Instructions for the task: All lines holding the word "Tennessee" in the listing below need to be copied.

Data for analysis:

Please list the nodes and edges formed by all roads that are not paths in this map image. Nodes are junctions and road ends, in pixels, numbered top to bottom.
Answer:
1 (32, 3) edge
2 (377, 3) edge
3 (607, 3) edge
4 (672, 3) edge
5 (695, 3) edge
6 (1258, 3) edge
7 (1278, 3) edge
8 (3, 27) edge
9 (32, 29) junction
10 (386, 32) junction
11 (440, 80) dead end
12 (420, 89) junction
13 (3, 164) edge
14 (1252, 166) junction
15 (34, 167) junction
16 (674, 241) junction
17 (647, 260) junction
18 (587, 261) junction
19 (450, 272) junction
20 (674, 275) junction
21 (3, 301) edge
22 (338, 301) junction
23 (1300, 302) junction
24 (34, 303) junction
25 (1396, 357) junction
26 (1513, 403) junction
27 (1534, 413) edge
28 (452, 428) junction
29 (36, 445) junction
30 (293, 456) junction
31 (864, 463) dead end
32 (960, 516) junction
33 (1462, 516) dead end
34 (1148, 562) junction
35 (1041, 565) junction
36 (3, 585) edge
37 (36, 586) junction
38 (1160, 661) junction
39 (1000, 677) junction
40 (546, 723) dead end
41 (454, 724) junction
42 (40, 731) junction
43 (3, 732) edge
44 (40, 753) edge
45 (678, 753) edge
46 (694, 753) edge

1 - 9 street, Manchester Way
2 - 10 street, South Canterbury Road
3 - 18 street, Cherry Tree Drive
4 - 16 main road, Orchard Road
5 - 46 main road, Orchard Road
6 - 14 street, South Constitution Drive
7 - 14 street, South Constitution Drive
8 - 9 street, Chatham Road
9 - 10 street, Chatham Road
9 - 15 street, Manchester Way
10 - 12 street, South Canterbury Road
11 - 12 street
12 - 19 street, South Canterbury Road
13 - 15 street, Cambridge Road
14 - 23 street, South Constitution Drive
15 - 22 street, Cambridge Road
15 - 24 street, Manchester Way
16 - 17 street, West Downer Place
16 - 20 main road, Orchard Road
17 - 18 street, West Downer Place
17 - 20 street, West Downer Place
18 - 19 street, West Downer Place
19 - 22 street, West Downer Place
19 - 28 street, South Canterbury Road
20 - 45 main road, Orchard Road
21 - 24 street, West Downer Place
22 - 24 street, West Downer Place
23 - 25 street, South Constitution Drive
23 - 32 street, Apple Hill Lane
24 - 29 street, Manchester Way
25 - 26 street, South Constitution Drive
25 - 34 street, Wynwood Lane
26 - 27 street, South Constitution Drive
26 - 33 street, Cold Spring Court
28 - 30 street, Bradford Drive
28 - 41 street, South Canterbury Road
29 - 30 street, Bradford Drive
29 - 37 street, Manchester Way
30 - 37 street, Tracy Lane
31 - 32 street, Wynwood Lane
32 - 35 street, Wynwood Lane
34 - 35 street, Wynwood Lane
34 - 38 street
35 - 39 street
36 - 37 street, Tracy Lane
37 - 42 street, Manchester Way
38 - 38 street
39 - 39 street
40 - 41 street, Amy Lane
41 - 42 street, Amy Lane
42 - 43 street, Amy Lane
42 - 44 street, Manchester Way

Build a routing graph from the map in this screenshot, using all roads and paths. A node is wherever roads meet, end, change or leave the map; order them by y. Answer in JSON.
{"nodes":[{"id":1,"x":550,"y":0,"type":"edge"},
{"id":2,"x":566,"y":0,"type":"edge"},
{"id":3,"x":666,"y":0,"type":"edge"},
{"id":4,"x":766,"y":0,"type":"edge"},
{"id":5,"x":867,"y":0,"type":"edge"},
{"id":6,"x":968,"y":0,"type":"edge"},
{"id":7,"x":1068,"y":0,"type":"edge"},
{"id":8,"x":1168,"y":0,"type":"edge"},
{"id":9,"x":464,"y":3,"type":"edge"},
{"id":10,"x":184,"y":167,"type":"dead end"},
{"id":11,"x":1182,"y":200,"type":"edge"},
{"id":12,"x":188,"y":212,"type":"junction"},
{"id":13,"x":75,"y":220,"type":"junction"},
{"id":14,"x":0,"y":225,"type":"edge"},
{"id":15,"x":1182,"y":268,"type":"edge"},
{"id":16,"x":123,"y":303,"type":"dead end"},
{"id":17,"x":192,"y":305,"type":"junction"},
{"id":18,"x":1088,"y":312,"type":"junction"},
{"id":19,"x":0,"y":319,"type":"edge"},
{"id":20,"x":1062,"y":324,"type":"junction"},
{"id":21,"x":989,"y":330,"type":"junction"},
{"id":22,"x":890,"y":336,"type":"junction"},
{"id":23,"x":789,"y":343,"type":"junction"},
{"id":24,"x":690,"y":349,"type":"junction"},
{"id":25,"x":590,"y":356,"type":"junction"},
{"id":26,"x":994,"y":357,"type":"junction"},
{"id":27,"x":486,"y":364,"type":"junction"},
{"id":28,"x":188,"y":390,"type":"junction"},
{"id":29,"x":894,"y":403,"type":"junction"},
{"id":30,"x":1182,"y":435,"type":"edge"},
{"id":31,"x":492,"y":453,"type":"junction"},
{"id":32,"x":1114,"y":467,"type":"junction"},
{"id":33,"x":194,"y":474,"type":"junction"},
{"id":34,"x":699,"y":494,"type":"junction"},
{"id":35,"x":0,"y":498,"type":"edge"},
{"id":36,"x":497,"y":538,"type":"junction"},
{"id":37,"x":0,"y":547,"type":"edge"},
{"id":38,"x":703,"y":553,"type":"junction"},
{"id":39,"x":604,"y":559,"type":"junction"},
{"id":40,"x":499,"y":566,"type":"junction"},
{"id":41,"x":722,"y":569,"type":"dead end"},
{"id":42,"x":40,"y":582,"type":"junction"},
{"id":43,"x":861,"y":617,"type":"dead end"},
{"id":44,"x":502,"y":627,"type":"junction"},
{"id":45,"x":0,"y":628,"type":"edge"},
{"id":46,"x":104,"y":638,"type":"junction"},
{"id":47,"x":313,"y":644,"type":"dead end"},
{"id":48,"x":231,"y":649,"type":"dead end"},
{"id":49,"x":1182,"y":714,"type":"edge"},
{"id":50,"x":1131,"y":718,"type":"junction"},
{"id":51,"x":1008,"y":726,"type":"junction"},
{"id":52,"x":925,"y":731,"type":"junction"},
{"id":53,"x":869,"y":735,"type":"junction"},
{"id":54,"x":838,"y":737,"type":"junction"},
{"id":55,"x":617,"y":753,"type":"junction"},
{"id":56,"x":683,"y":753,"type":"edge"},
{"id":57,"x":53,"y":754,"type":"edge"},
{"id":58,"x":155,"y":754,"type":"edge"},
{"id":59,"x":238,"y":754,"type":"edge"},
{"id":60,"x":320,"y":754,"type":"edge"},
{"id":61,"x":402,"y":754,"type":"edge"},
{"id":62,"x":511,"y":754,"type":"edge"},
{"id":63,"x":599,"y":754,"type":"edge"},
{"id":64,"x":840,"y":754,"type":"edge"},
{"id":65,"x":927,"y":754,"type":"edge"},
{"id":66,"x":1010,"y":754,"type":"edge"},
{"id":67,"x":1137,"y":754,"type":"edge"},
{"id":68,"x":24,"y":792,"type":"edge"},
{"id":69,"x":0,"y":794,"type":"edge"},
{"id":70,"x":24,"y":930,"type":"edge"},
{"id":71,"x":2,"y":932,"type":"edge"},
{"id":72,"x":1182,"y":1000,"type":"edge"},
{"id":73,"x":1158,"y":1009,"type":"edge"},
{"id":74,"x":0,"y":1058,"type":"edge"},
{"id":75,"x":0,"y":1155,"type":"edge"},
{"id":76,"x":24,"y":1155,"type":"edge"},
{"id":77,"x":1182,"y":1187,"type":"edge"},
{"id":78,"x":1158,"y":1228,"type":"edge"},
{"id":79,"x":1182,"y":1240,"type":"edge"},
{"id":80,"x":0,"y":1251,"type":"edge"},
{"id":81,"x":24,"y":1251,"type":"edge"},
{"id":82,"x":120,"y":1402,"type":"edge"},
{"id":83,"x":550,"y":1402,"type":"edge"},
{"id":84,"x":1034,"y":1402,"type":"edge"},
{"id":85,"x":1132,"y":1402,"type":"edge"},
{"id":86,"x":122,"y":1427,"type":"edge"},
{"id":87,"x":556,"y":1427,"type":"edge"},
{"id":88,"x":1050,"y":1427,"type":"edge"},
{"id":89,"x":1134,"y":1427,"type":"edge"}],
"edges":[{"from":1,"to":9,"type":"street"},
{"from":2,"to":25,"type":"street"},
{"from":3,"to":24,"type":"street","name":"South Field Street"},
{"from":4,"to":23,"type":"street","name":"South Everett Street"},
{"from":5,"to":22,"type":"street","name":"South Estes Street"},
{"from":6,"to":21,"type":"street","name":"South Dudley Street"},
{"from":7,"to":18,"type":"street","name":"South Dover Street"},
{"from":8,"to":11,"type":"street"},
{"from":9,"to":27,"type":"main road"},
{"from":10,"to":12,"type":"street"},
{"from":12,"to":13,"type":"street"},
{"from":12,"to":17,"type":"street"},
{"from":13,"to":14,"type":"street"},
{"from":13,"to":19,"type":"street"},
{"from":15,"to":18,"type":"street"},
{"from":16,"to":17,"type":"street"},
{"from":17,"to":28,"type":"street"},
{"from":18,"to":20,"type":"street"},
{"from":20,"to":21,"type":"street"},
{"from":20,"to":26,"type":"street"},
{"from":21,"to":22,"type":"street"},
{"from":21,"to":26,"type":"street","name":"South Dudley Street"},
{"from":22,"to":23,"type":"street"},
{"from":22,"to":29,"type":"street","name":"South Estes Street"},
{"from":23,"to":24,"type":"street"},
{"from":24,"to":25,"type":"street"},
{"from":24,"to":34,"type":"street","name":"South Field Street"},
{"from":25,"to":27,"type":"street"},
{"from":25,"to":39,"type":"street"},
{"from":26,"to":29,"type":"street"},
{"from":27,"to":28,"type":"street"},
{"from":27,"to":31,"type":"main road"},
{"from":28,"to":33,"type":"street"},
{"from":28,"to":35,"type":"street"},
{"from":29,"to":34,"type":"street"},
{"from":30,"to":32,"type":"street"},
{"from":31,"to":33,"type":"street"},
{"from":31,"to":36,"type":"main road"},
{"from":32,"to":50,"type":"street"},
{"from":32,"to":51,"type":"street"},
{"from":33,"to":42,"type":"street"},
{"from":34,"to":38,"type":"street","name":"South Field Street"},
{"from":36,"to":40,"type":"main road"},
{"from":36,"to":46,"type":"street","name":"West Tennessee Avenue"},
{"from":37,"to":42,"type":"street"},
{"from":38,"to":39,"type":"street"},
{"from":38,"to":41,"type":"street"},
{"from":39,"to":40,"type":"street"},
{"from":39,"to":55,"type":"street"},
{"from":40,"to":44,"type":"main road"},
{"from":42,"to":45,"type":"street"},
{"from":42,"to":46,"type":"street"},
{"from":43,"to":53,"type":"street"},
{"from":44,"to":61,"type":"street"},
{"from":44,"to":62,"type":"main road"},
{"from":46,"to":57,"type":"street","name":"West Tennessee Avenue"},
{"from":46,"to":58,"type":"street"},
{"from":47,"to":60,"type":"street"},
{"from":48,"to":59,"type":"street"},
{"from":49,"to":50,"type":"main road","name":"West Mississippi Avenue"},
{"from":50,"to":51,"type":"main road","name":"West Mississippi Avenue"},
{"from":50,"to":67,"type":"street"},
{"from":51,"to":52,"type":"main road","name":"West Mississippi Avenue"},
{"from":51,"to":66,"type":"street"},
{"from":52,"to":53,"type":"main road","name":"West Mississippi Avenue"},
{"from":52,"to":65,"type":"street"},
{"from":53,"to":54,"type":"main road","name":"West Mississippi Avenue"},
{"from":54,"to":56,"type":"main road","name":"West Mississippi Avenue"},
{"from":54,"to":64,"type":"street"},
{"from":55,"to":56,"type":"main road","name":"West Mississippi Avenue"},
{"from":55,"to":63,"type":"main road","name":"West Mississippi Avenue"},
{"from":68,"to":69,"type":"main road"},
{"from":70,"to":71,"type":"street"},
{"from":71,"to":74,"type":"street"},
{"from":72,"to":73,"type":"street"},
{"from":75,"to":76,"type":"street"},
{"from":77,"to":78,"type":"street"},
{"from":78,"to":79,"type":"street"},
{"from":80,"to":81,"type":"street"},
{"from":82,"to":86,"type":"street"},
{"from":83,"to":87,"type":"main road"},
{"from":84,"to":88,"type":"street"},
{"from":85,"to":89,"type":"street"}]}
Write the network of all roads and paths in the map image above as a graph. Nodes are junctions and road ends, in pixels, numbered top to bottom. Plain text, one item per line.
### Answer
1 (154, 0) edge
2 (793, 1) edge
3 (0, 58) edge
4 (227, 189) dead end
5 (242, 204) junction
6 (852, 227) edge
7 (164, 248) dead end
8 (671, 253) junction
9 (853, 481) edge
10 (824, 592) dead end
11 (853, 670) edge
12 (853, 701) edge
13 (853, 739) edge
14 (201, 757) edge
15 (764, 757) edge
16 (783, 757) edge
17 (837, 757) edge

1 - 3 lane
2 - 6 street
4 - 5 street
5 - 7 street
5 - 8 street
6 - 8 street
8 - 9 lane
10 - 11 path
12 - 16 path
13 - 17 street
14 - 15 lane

Reply:
{"from":36,"to":46,"type":"street","name":"West Tennessee Avenue"},
{"from":46,"to":57,"type":"street","name":"West Tennessee Avenue"},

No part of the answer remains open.